A great deal of analysis on I has followed these two tracks around small I values. See, for example, Laskar and Marchal (1984), Marchal and Yoshida (1984) on the greatest lower bound of I for bounded orbits and Marchal (1974), Marchal and Yoshida (1984), Pollard (1970) for efficient tests of escape in a variety of cases. The book Marchal (1990), Ch. 11, is a detailed reference for the qualitative study of I.

For each orbit let \(I_m\) be the minimum value of I over this orbit, sharpening Sundman leads one to seek a (greatest) lower bound of \(I_m\) over classes of orbits. An analogous question here is instead to seek a (least) upper bound of \(I_m\) over all orbits.

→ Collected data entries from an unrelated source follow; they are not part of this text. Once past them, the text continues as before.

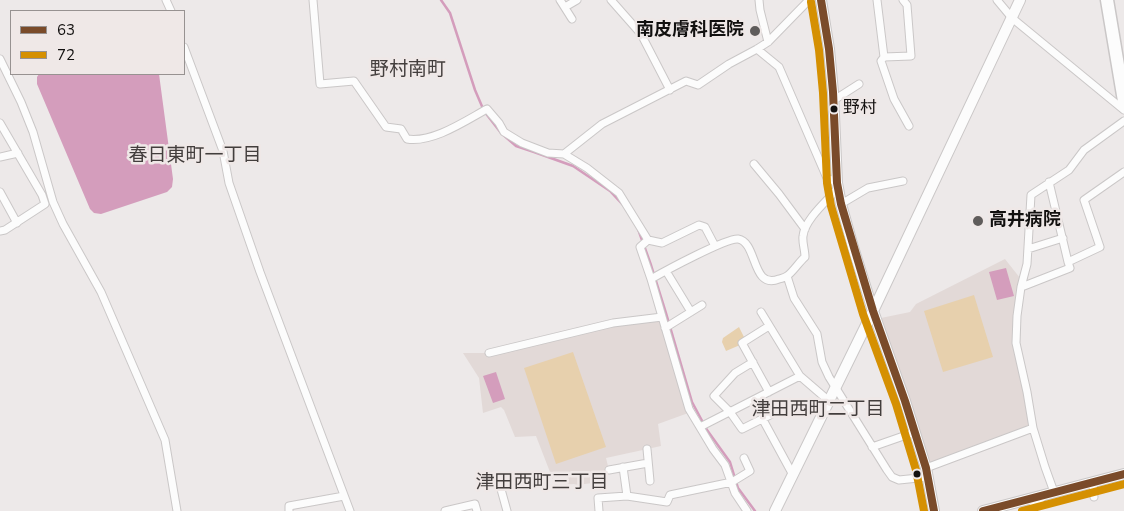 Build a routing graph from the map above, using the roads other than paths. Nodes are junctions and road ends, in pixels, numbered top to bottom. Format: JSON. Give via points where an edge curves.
{"nodes":[{"id":1,"x":313,"y":0,"type":"edge"},
{"id":2,"x":560,"y":0,"type":"edge"},
{"id":3,"x":577,"y":0,"type":"edge"},
{"id":4,"x":611,"y":0,"type":"edge"},
{"id":5,"x":759,"y":0,"type":"edge"},
{"id":6,"x":809,"y":0,"type":"edge"},
{"id":7,"x":821,"y":0,"type":"edge"},
{"id":8,"x":877,"y":0,"type":"edge"},
{"id":9,"x":903,"y":0,"type":"edge"},
{"id":10,"x":997,"y":0,"type":"edge"},
{"id":11,"x":1020,"y":0,"type":"edge"},
{"id":12,"x":1106,"y":0,"type":"edge"},
{"id":13,"x":565,"y":7,"type":"junction"},
{"id":14,"x":1012,"y":18,"type":"junction"},
{"id":15,"x":572,"y":19,"type":"dead end"},
{"id":16,"x":768,"y":42,"type":"junction"},
{"id":17,"x":757,"y":49,"type":"junction"},
{"id":18,"x":185,"y":50,"type":"edge"},
{"id":19,"x":884,"y":57,"type":"junction"},
{"id":20,"x":0,"y":58,"type":"edge"},
{"id":21,"x":859,"y":84,"type":"dead end"},
{"id":22,"x":670,"y":90,"type":"junction"},
{"id":23,"x":834,"y":100,"type":"junction"},
{"id":24,"x":1124,"y":101,"type":"edge"},
{"id":25,"x":1124,"y":110,"type":"edge"},
{"id":26,"x":1124,"y":120,"type":"edge"},
{"id":27,"x":0,"y":122,"type":"edge"},
{"id":28,"x":909,"y":126,"type":"dead end"},
{"id":29,"x":18,"y":153,"type":"junction"},
{"id":30,"x":564,"y":154,"type":"junction"},
{"id":31,"x":0,"y":158,"type":"edge"},
{"id":32,"x":754,"y":164,"type":"dead end"},
{"id":33,"x":1124,"y":172,"type":"edge"},
{"id":34,"x":903,"y":181,"type":"dead end"},
{"id":35,"x":1049,"y":182,"type":"junction"},
{"id":36,"x":838,"y":186,"type":"junction"},
{"id":37,"x":0,"y":192,"type":"edge"},
{"id":38,"x":841,"y":204,"type":"junction"},
{"id":39,"x":17,"y":223,"type":"junction"},
{"id":40,"x":805,"y":229,"type":"junction"},
{"id":41,"x":0,"y":231,"type":"edge"},
{"id":42,"x":1063,"y":238,"type":"junction"},
{"id":43,"x":645,"y":242,"type":"junction"},
{"id":44,"x":715,"y":246,"type":"junction"},
{"id":45,"x":1028,"y":250,"type":"junction"},
{"id":46,"x":1068,"y":262,"type":"junction"},
{"id":47,"x":666,"y":271,"type":"junction"},
{"id":48,"x":787,"y":276,"type":"junction"},
{"id":49,"x":654,"y":277,"type":"junction"},
{"id":50,"x":1024,"y":286,"type":"dead end"},
{"id":51,"x":702,"y":305,"type":"dead end"},
{"id":52,"x":873,"y":311,"type":"junction"},
{"id":53,"x":691,"y":312,"type":"junction"},
{"id":54,"x":761,"y":312,"type":"dead end"},
{"id":55,"x":662,"y":317,"type":"junction"},
{"id":56,"x":669,"y":326,"type":"junction"},
{"id":57,"x":769,"y":326,"type":"junction"},
{"id":58,"x":489,"y":352,"type":"dead end"},
{"id":59,"x":753,"y":362,"type":"junction"},
{"id":60,"x":800,"y":376,"type":"junction"},
{"id":61,"x":836,"y":387,"type":"junction"},
{"id":62,"x":769,"y":392,"type":"junction"},
{"id":63,"x":829,"y":401,"type":"junction"},
{"id":64,"x":782,"y":409,"type":"dead end"},
{"id":65,"x":730,"y":412,"type":"junction"},
{"id":66,"x":762,"y":418,"type":"junction"},
{"id":67,"x":701,"y":426,"type":"junction"},
{"id":68,"x":1033,"y":428,"type":"junction"},
{"id":69,"x":915,"y":432,"type":"junction"},
{"id":70,"x":872,"y":447,"type":"junction"},
{"id":71,"x":646,"y":449,"type":"dead end"},
{"id":72,"x":744,"y":458,"type":"dead end"},
{"id":73,"x":648,"y":463,"type":"junction"},
{"id":74,"x":623,"y":468,"type":"junction"},
{"id":75,"x":609,"y":470,"type":"dead end"},
{"id":76,"x":927,"y":472,"type":"junction"},
{"id":77,"x":1124,"y":474,"type":"edge"},
{"id":78,"x":793,"y":475,"type":"junction"},
{"id":79,"x":736,"y":480,"type":"junction"},
{"id":80,"x":650,"y":481,"type":"dead end"},
{"id":81,"x":499,"y":482,"type":"dead end"},
{"id":82,"x":1093,"y":482,"type":"junction"},
{"id":83,"x":1050,"y":493,"type":"junction"},
{"id":84,"x":344,"y":496,"type":"junction"},
{"id":85,"x":626,"y":496,"type":"junction"},
{"id":86,"x":1094,"y":497,"type":"dead end"},
{"id":87,"x":177,"y":511,"type":"edge"},
{"id":88,"x":289,"y":511,"type":"edge"},
{"id":89,"x":350,"y":511,"type":"edge"},
{"id":90,"x":445,"y":511,"type":"edge"},
{"id":91,"x":477,"y":511,"type":"edge"},
{"id":92,"x":507,"y":511,"type":"edge"},
{"id":93,"x":599,"y":511,"type":"edge"},
{"id":94,"x":747,"y":511,"type":"edge"},
{"id":95,"x":775,"y":511,"type":"edge"},
{"id":96,"x":934,"y":511,"type":"edge"},
{"id":97,"x":983,"y":511,"type":"edge"},
{"id":98,"x":1025,"y":511,"type":"edge"}],
"edges":[{"from":1,"to":30,"type":"street","via":[[320,84],[354,81],[386,127],[401,129],[407,139],[431,137],[487,108],[504,132],[522,143],[548,153]]},
{"from":2,"to":13,"type":"street"},
{"from":3,"to":13,"type":"street"},
{"from":4,"to":22,"type":"street","via":[[641,34]]},
{"from":5,"to":16,"type":"street"},
{"from":6,"to":16,"type":"street"},
{"from":7,"to":23,"type":"street"},
{"from":8,"to":19,"type":"street"},
{"from":9,"to":19,"type":"street","via":[[907,5],[911,56]]},
{"from":10,"to":14,"type":"street"},
{"from":11,"to":14,"type":"street"},
{"from":12,"to":24,"type":"highway"},
{"from":13,"to":15,"type":"street"},
{"from":14,"to":25,"type":"street"},
{"from":14,"to":52,"type":"street"},
{"from":16,"to":17,"type":"street"},
{"from":17,"to":22,"type":"street","via":[[698,85],[686,81]]},
{"from":17,"to":36,"type":"street","via":[[780,67],[827,178]]},
{"from":18,"to":84,"type":"street","via":[[223,151],[229,183],[260,272]]},
{"from":19,"to":28,"type":"street","via":[[881,62],[894,99]]},
{"from":20,"to":87,"type":"street","via":[[33,132],[56,210],[100,292],[165,440]]},
{"from":21,"to":23,"type":"street"},
{"from":22,"to":30,"type":"street","via":[[602,124]]},
{"from":23,"to":36,"type":"street"},
{"from":26,"to":35,"type":"street","via":[[1084,150],[1069,170]]},
{"from":27,"to":29,"type":"street"},
{"from":29,"to":31,"type":"street"},
{"from":29,"to":39,"type":"street","via":[[45,204]]},
{"from":30,"to":43,"type":"street","via":[[619,193]]},
{"from":32,"to":40,"type":"street"},
{"from":33,"to":46,"type":"street","via":[[1084,200],[1100,247]]},
{"from":34,"to":38,"type":"street","via":[[868,188]]},
{"from":35,"to":42,"type":"street"},
{"from":35,"to":45,"type":"street","via":[[1031,195]]},
{"from":36,"to":38,"type":"street"},
{"from":36,"to":40,"type":"street","via":[[807,222]]},
{"from":37,"to":39,"type":"street"},
{"from":38,"to":52,"type":"street"},
{"from":39,"to":41,"type":"street"},
{"from":40,"to":48,"type":"street","via":[[802,237],[805,256]]},
{"from":42,"to":45,"type":"street"},
{"from":42,"to":46,"type":"street"},
{"from":43,"to":44,"type":"street","via":[[662,243],[699,225],[705,226]]},
{"from":43,"to":49,"type":"street","via":[[640,246]]},
{"from":44,"to":47,"type":"street"},
{"from":44,"to":48,"type":"street","via":[[739,240],[748,248],[766,280],[770,282]]},
{"from":45,"to":68,"type":"street","via":[[1016,343]]},
{"from":46,"to":50,"type":"street","via":[[1070,268]]},
{"from":47,"to":49,"type":"street"},
{"from":47,"to":53,"type":"street"},
{"from":48,"to":61,"type":"street","via":[[794,298],[817,334],[822,362]]},
{"from":49,"to":55,"type":"street"},
{"from":51,"to":53,"type":"street"},
{"from":52,"to":61,"type":"street"},
{"from":52,"to":69,"type":"street"},
{"from":53,"to":56,"type":"street"},
{"from":54,"to":57,"type":"street"},
{"from":55,"to":56,"type":"street"},
{"from":55,"to":58,"type":"street","via":[[612,323]]},
{"from":56,"to":67,"type":"street","via":[[689,409]]},
{"from":57,"to":59,"type":"street","via":[[742,343]]},
{"from":57,"to":60,"type":"street"},
{"from":59,"to":62,"type":"street"},
{"from":59,"to":65,"type":"street","via":[[735,373],[714,396]]},
{"from":60,"to":62,"type":"street"},
{"from":60,"to":63,"type":"street"},
{"from":61,"to":63,"type":"street"},
{"from":61,"to":70,"type":"street"},
{"from":62,"to":65,"type":"street"},
{"from":63,"to":78,"type":"street"},
{"from":64,"to":66,"type":"street"},
{"from":65,"to":66,"type":"street","via":[[742,429]]},
{"from":65,"to":67,"type":"street"},
{"from":66,"to":78,"type":"street"},
{"from":67,"to":79,"type":"street"},
{"from":68,"to":76,"type":"street"},
{"from":68,"to":83,"type":"street"},
{"from":69,"to":70,"type":"street"},
{"from":69,"to":76,"type":"street"},
{"from":70,"to":76,"type":"street","via":[[892,477],[899,480]]},
{"from":71,"to":73,"type":"street"},
{"from":72,"to":79,"type":"street","via":[[750,471]]},
{"from":73,"to":74,"type":"street"},
{"from":73,"to":80,"type":"street"},
{"from":74,"to":75,"type":"street"},
{"from":74,"to":85,"type":"street"},
{"from":76,"to":96,"type":"street"},
{"from":77,"to":82,"type":"street"},
{"from":78,"to":95,"type":"street"},
{"from":79,"to":85,"type":"street","via":[[670,495],[667,502]]},
{"from":79,"to":94,"type":"street","via":[[734,493]]},
{"from":81,"to":92,"type":"street"},
{"from":82,"to":83,"type":"street"},
{"from":82,"to":86,"type":"street"},
{"from":83,"to":97,"type":"street"},
{"from":83,"to":98,"type":"street"},
{"from":84,"to":88,"type":"street","via":[[289,506]]},
{"from":84,"to":89,"type":"street"},
{"from":85,"to":93,"type":"street","via":[[598,498]]},
{"from":90,"to":91,"type":"street","via":[[475,504]]}]}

While most focus in the literature so far appears on the greatest lower bound and escape, this upper bound question has not entirely escaped notice. A statement similar to Theorem 1 appears in Marchal (1990), p. 468, where an upper bound is given in a remark about a class of equal mass cases (those with \(H|J|^2=-\frac{4}{3^5}\)) and the least upper bound is conjectured to be attained over the Broucke–Henon orbit (Marchal 1990, p. 469). Here we give a new motivation to this question as to the existence of the 1212\(\ldots \) solution in the zero angular momentum case and use a different method than that of Marchal (1990). Additionally, we observe that both methods give upper bounds in a general case rather than just treating an equal mass case (see also Marchal 1990, p. 483). Moreover, the method we use here offers hope of lowering the upper bound if the perturbation step (Propositions 3, 4, 5) is dealt with more effectively. In Appendix we give some comparison of the two methods.

Fig. 1
figure 1

For the planar three-body problem the shape space is \({\mathbb {R}}^3\) where I is the distance from the origin. The admissible configurations at fixed \(H<0\) are interior to a pair of pants where each leg of the pants is asymptotic to a cylinder around a binary collision ray. See Moeckel (1988) or Montgomery (2015) for details

3 Structure of proof

For \(H < 0\) as we let \(I_0 \) increase, eventually the domain \(\{I \ge I_0\}\) splits into three components each component characterized by the selection of one of the three masses. The two remaining masses stay close to each other, while this third selected mass stays relatively far away from either member of this pair (see Fig. 1). We fix attention on one of these regions, supposing, after relabeling, that the close masses are \(m_1\) and \(m_2\). In this region, we use the standard Jacobi coordinates \(\xi _1, \xi _2\). See Fig. 2.

Fig. 2
figure 2

A tight binary configuration, set \(r:=|\xi _1|\), \(\rho :=|\xi _2|\)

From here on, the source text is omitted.